接戦に強い「伝統」を発揮した大阪桐蔭、粘り抜いた興国にナインに拍手

 大阪桐蔭vs興國の一戦。

 裏攻めをとった大阪桐蔭は先制点をとって、主導権を握りたい。

 1回、2回ともに得点圏に走者を進めながらも先制点を挙げることができなかったが、大阪桐蔭は3回裏、1番繁永 晟の左前安打、2番藤原 夏暉のバントヒットで無死一、二塁。3番池田 陵真が犠打で送り、一死二、三塁の場面から4番花田 旭の右中間を破る適時三塁打でまず2点を先制すると、さらに前田 健伸のスクイズで貴重な3点目を入れた。

 興國は2番手・入西思輝が4回裏から登板。興國投手陣の中でも縦の角度が使える投手で、ストレートのスピードは常時120キロ後半〜130キロ前半(最速132キロ)ながら、120キロ前後のスライダー、110キロ前後のマーブは曲がり幅が大きい。高低をうまく使いながら、大阪桐蔭打線を抑えていく。

 大阪桐蔭の先発・松浦 慶斗は前日の試合と一転して安定感抜群の投球。連投の影響で、平均球速138キロ・最速143キロと抑え気味だが、それでも威力あるストレートを見せ球にして、120キロ中盤のスライダーでカウントを取り、110キロ前後のカーブでアクセントをつけたり、120キロ中盤のフォーク、チェンジアップで空振りを狙う。1つ1つの投球に意図が感じられ、変化球で三振を奪うなど、上手さを見せた。意外と思うかも知れないが、松浦は変化球を操るのが得意で、ストレートに近い握りで指先に引っ掛かるように投げる。手元で鋭く曲がり、高確率で奪うことができる。

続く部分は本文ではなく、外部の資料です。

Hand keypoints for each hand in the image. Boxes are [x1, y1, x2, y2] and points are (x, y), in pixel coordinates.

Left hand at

 この日の松浦はコントロールを意識し、腕の振りに力みがなく、動作に連動性がある。そのため、切れの良い変化球を投げることができる。疲労がない状態で、このリズムで投げたら、どんな投球を展開するのか、興味深い。そう思わせるほど決勝戦の松浦の投球は奥行きがある。

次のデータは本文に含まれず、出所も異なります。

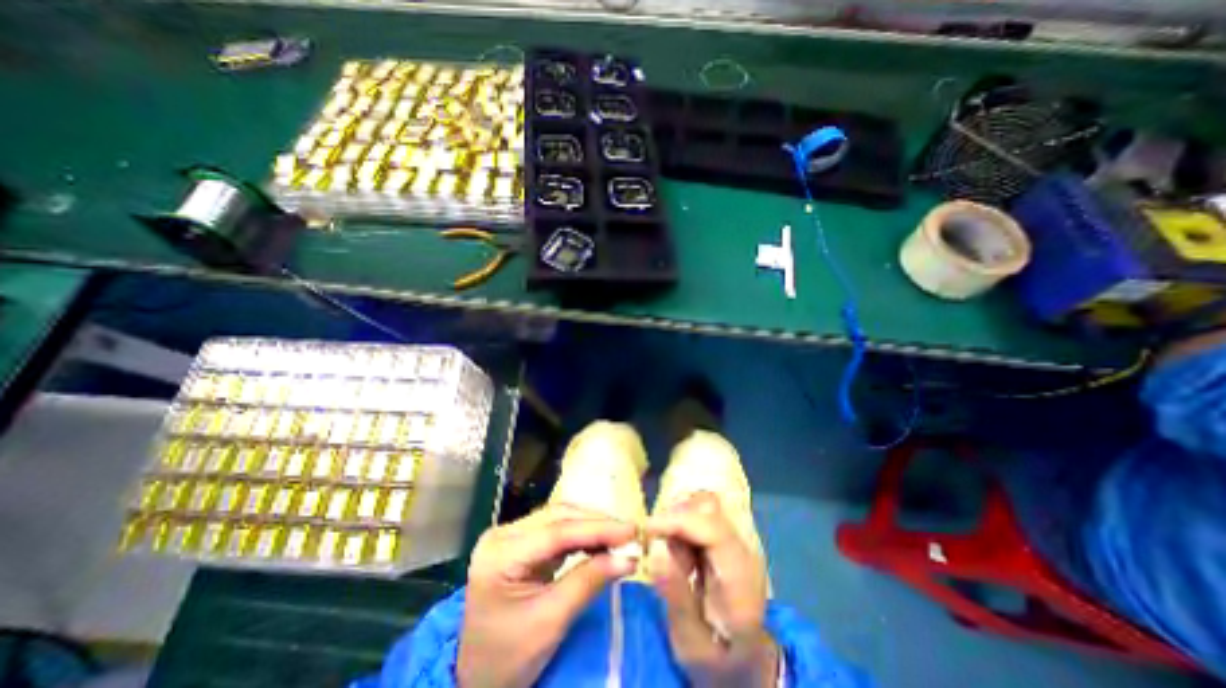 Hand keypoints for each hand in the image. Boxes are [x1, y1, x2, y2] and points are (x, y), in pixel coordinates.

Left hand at [454, 504, 636, 687]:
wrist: (476, 677)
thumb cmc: (508, 658)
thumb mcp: (551, 621)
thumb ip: (589, 582)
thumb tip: (628, 558)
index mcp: (500, 554)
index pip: (557, 531)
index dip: (597, 528)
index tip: (631, 530)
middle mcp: (503, 535)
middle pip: (558, 517)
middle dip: (596, 523)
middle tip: (630, 533)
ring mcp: (510, 536)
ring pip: (559, 518)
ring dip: (591, 526)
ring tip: (620, 536)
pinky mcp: (520, 542)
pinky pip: (557, 529)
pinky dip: (581, 535)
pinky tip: (600, 541)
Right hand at [646, 492, 778, 685]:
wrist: (747, 664)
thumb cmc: (718, 660)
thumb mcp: (692, 644)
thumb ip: (676, 597)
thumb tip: (655, 551)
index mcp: (740, 577)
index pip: (712, 527)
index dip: (677, 520)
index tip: (646, 531)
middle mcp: (743, 549)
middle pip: (709, 506)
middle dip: (675, 517)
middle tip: (657, 545)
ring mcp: (738, 539)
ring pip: (703, 502)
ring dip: (678, 517)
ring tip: (672, 552)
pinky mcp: (727, 536)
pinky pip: (700, 511)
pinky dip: (682, 521)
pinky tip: (680, 550)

 だが、6回表、ミスからピンチを招き、3番・山田 直也の適時打で1点を返され、打線も興國投手陣を攻略できず、試合は9回へ。松浦は9回でギアを挙げ、この試合最速となる143キロをマークするも、連打でピンチを招き、二死から6番・大森隼、7番・渡部颯の連続適時打で試合を振り出しに戻された。

 同点とされた大阪桐蔭はその裏、チャンスを作り、二死三塁で打席に立ったのは池田 陵真だ。実に冷静だった。
 「相手の大江投手はスライダーの割合が多い投手なので、初球からスライダーをとっていくと思いました」

 その読み通り、初球のスライダーを振り抜いた打球は三塁手のグラブの横を抜けていくクリーンヒット。大阪桐蔭がサヨナラで勝利を決めた。